_Task prompt_
Your response should contain every record below, copied exactly.

※ ※ ※

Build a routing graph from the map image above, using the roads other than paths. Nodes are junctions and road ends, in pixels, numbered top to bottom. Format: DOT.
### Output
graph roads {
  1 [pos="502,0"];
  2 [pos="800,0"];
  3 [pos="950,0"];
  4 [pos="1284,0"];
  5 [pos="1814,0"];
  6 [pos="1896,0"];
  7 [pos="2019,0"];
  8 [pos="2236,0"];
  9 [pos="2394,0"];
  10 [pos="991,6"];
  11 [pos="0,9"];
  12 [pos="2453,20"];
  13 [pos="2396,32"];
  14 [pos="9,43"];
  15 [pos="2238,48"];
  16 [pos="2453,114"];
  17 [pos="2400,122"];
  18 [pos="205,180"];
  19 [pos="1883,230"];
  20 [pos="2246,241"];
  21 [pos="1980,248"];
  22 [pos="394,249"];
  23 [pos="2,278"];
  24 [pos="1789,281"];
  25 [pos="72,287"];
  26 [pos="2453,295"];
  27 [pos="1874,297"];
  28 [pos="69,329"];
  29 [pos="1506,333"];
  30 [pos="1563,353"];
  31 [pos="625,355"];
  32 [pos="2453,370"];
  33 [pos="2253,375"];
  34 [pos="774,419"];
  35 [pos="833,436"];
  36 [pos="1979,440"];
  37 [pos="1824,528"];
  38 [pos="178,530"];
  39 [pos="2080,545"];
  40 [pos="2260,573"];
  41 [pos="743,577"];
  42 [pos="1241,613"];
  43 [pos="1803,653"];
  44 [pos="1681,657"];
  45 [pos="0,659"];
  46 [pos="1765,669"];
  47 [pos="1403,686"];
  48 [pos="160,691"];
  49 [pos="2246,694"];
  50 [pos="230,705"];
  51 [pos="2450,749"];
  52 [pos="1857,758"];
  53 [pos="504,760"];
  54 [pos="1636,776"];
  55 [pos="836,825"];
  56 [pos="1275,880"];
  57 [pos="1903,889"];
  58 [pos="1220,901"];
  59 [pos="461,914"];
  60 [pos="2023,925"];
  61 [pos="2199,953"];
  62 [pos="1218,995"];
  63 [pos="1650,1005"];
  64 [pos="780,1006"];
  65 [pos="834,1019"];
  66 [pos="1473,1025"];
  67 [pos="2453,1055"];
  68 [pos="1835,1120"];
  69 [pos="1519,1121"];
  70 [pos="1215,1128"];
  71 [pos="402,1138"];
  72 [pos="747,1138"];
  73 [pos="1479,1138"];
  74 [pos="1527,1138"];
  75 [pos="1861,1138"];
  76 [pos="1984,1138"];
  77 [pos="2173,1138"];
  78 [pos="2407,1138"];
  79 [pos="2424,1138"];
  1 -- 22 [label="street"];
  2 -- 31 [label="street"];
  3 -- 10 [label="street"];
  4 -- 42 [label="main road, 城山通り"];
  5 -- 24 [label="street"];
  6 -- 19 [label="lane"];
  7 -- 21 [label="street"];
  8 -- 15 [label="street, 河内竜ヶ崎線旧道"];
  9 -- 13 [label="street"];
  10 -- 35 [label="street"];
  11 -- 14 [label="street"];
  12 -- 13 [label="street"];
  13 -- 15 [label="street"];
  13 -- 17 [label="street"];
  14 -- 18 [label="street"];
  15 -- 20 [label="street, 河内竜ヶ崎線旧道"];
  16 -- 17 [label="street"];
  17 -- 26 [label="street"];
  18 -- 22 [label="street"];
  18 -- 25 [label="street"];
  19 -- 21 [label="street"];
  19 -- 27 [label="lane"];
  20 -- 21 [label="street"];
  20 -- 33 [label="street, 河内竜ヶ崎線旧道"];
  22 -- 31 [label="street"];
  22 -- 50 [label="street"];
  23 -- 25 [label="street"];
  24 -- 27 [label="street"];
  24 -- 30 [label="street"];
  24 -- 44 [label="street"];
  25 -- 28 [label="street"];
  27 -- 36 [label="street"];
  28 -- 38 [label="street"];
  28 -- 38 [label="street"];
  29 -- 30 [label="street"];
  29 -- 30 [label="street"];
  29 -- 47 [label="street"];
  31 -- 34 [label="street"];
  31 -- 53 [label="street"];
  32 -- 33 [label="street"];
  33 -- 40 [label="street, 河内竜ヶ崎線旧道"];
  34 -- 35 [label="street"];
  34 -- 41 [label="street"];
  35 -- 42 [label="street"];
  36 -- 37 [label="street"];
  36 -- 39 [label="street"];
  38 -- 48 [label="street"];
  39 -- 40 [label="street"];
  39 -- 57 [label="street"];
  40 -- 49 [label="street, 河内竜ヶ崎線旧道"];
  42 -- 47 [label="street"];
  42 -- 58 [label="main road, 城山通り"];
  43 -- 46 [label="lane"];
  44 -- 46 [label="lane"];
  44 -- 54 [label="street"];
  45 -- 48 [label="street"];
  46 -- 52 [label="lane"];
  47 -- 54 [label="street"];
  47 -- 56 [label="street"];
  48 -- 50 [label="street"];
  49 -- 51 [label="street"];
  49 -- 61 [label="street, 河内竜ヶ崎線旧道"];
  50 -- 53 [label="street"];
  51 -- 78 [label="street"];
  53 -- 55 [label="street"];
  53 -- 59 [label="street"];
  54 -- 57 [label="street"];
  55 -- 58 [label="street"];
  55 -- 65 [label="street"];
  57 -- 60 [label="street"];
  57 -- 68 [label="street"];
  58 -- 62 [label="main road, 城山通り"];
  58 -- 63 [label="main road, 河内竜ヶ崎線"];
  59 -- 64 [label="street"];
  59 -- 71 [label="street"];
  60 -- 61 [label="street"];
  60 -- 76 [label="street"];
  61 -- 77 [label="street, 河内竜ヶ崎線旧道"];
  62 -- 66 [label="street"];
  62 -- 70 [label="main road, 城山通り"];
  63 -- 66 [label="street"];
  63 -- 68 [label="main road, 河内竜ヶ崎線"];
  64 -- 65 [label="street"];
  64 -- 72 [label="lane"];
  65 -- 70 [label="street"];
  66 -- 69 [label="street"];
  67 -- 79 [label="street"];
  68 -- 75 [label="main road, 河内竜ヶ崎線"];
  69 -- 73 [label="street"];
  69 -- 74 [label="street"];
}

※ ※ ※

_Solution to this exercise_
Build a routing graph from the map image above, using the roads other than paths. Nodes are junctions and road ends, in pixels, numbered top to bottom. Format: DOT.
### Output
graph roads {
  1 [pos="502,0"];
  2 [pos="800,0"];
  3 [pos="950,0"];
  4 [pos="1284,0"];
  5 [pos="1814,0"];
  6 [pos="1896,0"];
  7 [pos="2019,0"];
  8 [pos="2236,0"];
  9 [pos="2394,0"];
  10 [pos="991,6"];
  11 [pos="0,9"];
  12 [pos="2453,20"];
  13 [pos="2396,32"];
  14 [pos="9,43"];
  15 [pos="2238,48"];
  16 [pos="2453,114"];
  17 [pos="2400,122"];
  18 [pos="205,180"];
  19 [pos="1883,230"];
  20 [pos="2246,241"];
  21 [pos="1980,248"];
  22 [pos="394,249"];
  23 [pos="2,278"];
  24 [pos="1789,281"];
  25 [pos="72,287"];
  26 [pos="2453,295"];
  27 [pos="1874,297"];
  28 [pos="69,329"];
  29 [pos="1506,333"];
  30 [pos="1563,353"];
  31 [pos="625,355"];
  32 [pos="2453,370"];
  33 [pos="2253,375"];
  34 [pos="774,419"];
  35 [pos="833,436"];
  36 [pos="1979,440"];
  37 [pos="1824,528"];
  38 [pos="178,530"];
  39 [pos="2080,545"];
  40 [pos="2260,573"];
  41 [pos="743,577"];
  42 [pos="1241,613"];
  43 [pos="1803,653"];
  44 [pos="1681,657"];
  45 [pos="0,659"];
  46 [pos="1765,669"];
  47 [pos="1403,686"];
  48 [pos="160,691"];
  49 [pos="2246,694"];
  50 [pos="230,705"];
  51 [pos="2450,749"];
  52 [pos="1857,758"];
  53 [pos="504,760"];
  54 [pos="1636,776"];
  55 [pos="836,825"];
  56 [pos="1275,880"];
  57 [pos="1903,889"];
  58 [pos="1220,901"];
  59 [pos="461,914"];
  60 [pos="2023,925"];
  61 [pos="2199,953"];
  62 [pos="1218,995"];
  63 [pos="1650,1005"];
  64 [pos="780,1006"];
  65 [pos="834,1019"];
  66 [pos="1473,1025"];
  67 [pos="2453,1055"];
  68 [pos="1835,1120"];
  69 [pos="1519,1121"];
  70 [pos="1215,1128"];
  71 [pos="402,1138"];
  72 [pos="747,1138"];
  73 [pos="1479,1138"];
  74 [pos="1527,1138"];
  75 [pos="1861,1138"];
  76 [pos="1984,1138"];
  77 [pos="2173,1138"];
  78 [pos="2407,1138"];
  79 [pos="2424,1138"];
  1 -- 22 [label="street"];
  2 -- 31 [label="street"];
  3 -- 10 [label="street"];
  4 -- 42 [label="main road, 城山通り"];
  5 -- 24 [label="street"];
  6 -- 19 [label="lane"];
  7 -- 21 [label="street"];
  8 -- 15 [label="street, 河内竜ヶ崎線旧道"];
  9 -- 13 [label="street"];
  10 -- 35 [label="street"];
  11 -- 14 [label="street"];
  12 -- 13 [label="street"];
  13 -- 15 [label="street"];
  13 -- 17 [label="street"];
  14 -- 18 [label="street"];
  15 -- 20 [label="street, 河内竜ヶ崎線旧道"];
  16 -- 17 [label="street"];
  17 -- 26 [label="street"];
  18 -- 22 [label="street"];
  18 -- 25 [label="street"];
  19 -- 21 [label="street"];
  19 -- 27 [label="lane"];
  20 -- 21 [label="street"];
  20 -- 33 [label="street, 河内竜ヶ崎線旧道"];
  22 -- 31 [label="street"];
  22 -- 50 [label="street"];
  23 -- 25 [label="street"];
  24 -- 27 [label="street"];
  24 -- 30 [label="street"];
  24 -- 44 [label="street"];
  25 -- 28 [label="street"];
  27 -- 36 [label="street"];
  28 -- 38 [label="street"];
  28 -- 38 [label="street"];
  29 -- 30 [label="street"];
  29 -- 30 [label="street"];
  29 -- 47 [label="street"];
  31 -- 34 [label="street"];
  31 -- 53 [label="street"];
  32 -- 33 [label="street"];
  33 -- 40 [label="street, 河内竜ヶ崎線旧道"];
  34 -- 35 [label="street"];
  34 -- 41 [label="street"];
  35 -- 42 [label="street"];
  36 -- 37 [label="street"];
  36 -- 39 [label="street"];
  38 -- 48 [label="street"];
  39 -- 40 [label="street"];
  39 -- 57 [label="street"];
  40 -- 49 [label="street, 河内竜ヶ崎線旧道"];
  42 -- 47 [label="street"];
  42 -- 58 [label="main road, 城山通り"];
  43 -- 46 [label="lane"];
  44 -- 46 [label="lane"];
  44 -- 54 [label="street"];
  45 -- 48 [label="street"];
  46 -- 52 [label="lane"];
  47 -- 54 [label="street"];
  47 -- 56 [label="street"];
  48 -- 50 [label="street"];
  49 -- 51 [label="street"];
  49 -- 61 [label="street, 河内竜ヶ崎線旧道"];
  50 -- 53 [label="street"];
  51 -- 78 [label="street"];
  53 -- 55 [label="street"];
  53 -- 59 [label="street"];
  54 -- 57 [label="street"];
  55 -- 58 [label="street"];
  55 -- 65 [label="street"];
  57 -- 60 [label="street"];
  57 -- 68 [label="street"];
  58 -- 62 [label="main road, 城山通り"];
  58 -- 63 [label="main road, 河内竜ヶ崎線"];
  59 -- 64 [label="street"];
  59 -- 71 [label="street"];
  60 -- 61 [label="street"];
  60 -- 76 [label="street"];
  61 -- 77 [label="street, 河内竜ヶ崎線旧道"];
  62 -- 66 [label="street"];
  62 -- 70 [label="main road, 城山通り"];
  63 -- 66 [label="street"];
  63 -- 68 [label="main road, 河内竜ヶ崎線"];
  64 -- 65 [label="street"];
  64 -- 72 [label="lane"];
  65 -- 70 [label="street"];
  66 -- 69 [label="street"];
  67 -- 79 [label="street"];
  68 -- 75 [label="main road, 河内竜ヶ崎線"];
  69 -- 73 [label="street"];
  69 -- 74 [label="street"];
}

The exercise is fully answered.